§ TASK STATEMENT: The response should be an exact copy of every record.

§ RECORDS FOR THIS EXERCISE:
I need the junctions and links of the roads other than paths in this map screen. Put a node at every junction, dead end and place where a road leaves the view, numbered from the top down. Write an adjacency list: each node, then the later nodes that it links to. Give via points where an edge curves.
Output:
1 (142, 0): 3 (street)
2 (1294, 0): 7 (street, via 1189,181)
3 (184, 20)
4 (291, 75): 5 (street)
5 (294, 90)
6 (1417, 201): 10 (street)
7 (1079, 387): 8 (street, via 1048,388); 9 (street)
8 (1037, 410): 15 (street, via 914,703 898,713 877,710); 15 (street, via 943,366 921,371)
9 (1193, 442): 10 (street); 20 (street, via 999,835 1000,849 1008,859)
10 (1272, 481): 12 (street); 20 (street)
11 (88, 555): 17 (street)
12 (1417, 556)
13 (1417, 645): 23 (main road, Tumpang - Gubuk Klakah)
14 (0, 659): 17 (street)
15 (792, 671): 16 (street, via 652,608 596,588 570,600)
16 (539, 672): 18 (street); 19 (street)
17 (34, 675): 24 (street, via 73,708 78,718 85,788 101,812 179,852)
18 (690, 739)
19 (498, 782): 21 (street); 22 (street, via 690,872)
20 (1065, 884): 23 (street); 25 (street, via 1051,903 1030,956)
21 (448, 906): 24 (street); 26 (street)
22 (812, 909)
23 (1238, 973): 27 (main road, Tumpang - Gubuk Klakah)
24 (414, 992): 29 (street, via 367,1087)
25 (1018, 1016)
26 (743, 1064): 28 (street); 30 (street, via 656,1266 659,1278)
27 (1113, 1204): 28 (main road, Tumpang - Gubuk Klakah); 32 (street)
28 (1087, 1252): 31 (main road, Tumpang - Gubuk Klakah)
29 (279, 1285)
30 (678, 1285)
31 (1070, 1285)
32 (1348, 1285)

§ RESULT BELOW:
I need the junctions and links of the roads other than paths in this map screen. Put a node at every junction, dead end and place where a road leaves the view, numbered from the top down. Write an adjacency list: each node, then the later nodes that it links to. Give via points where an edge curves.
Output:
1 (142, 0): 3 (street)
2 (1294, 0): 7 (street, via 1189,181)
3 (184, 20)
4 (291, 75): 5 (street)
5 (294, 90)
6 (1417, 201): 10 (street)
7 (1079, 387): 8 (street, via 1048,388); 9 (street)
8 (1037, 410): 15 (street, via 914,703 898,713 877,710); 15 (street, via 943,366 921,371)
9 (1193, 442): 10 (street); 20 (street, via 999,835 1000,849 1008,859)
10 (1272, 481): 12 (street); 20 (street)
11 (88, 555): 17 (street)
12 (1417, 556)
13 (1417, 645): 23 (main road, Tumpang - Gubuk Klakah)
14 (0, 659): 17 (street)
15 (792, 671): 16 (street, via 652,608 596,588 570,600)
16 (539, 672): 18 (street); 19 (street)
17 (34, 675): 24 (street, via 73,708 78,718 85,788 101,812 179,852)
18 (690, 739)
19 (498, 782): 21 (street); 22 (street, via 690,872)
20 (1065, 884): 23 (street); 25 (street, via 1051,903 1030,956)
21 (448, 906): 24 (street); 26 (street)
22 (812, 909)
23 (1238, 973): 27 (main road, Tumpang - Gubuk Klakah)
24 (414, 992): 29 (street, via 367,1087)
25 (1018, 1016)
26 (743, 1064): 28 (street); 30 (street, via 656,1266 659,1278)
27 (1113, 1204): 28 (main road, Tumpang - Gubuk Klakah); 32 (street)
28 (1087, 1252): 31 (main road, Tumpang - Gubuk Klakah)
29 (279, 1285)
30 (678, 1285)
31 (1070, 1285)
32 (1348, 1285)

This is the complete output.